__Task requirements__: List each line of the data that holds the word "Keep".

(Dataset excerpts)
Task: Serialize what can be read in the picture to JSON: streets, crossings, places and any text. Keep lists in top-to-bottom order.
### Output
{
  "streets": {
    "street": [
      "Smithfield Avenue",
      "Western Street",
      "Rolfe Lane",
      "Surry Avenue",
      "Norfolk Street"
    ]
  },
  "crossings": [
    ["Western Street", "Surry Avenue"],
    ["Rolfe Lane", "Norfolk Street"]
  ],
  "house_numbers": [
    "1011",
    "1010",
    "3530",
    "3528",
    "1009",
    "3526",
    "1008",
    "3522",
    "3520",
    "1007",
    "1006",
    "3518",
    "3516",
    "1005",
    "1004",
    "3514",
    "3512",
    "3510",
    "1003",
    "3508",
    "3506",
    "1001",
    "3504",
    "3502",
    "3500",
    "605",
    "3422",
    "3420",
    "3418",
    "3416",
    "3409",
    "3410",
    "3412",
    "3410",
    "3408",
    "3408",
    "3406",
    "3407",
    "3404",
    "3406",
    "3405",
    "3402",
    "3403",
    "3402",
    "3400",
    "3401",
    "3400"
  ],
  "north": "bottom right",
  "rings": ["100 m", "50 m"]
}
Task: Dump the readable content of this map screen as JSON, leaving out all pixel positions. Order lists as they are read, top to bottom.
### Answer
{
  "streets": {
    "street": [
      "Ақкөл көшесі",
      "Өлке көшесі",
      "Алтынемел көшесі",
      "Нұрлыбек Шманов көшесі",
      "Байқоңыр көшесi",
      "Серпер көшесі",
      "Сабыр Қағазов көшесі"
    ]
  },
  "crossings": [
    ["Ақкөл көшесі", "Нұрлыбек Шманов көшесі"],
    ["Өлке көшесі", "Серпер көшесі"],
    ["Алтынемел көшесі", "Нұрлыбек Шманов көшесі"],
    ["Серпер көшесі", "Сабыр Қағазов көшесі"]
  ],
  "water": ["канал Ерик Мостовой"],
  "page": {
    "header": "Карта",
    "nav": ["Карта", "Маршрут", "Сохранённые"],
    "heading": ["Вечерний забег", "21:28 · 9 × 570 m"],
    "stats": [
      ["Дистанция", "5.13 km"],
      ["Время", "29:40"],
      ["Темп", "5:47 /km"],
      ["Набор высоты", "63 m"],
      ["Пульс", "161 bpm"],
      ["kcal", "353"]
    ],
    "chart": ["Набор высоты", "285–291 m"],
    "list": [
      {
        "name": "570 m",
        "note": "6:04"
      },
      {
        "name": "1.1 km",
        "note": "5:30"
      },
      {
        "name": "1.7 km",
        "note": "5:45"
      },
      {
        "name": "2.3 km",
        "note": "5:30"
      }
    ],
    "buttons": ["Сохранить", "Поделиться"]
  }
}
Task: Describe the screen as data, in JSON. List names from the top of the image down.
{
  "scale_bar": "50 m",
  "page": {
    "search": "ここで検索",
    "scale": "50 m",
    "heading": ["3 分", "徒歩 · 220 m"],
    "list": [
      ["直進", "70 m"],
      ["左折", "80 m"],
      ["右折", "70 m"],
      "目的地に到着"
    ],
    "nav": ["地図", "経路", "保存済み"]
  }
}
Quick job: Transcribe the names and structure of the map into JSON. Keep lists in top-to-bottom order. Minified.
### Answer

__Answer to this task__:
Task: Serialize what can be read in the picture to JSON: streets, crossings, places and any text. Keep lists in top-to-bottom order.
Quick job: Transcribe the names and structure of the map into JSON. Keep lists in top-to-bottom order. Minified.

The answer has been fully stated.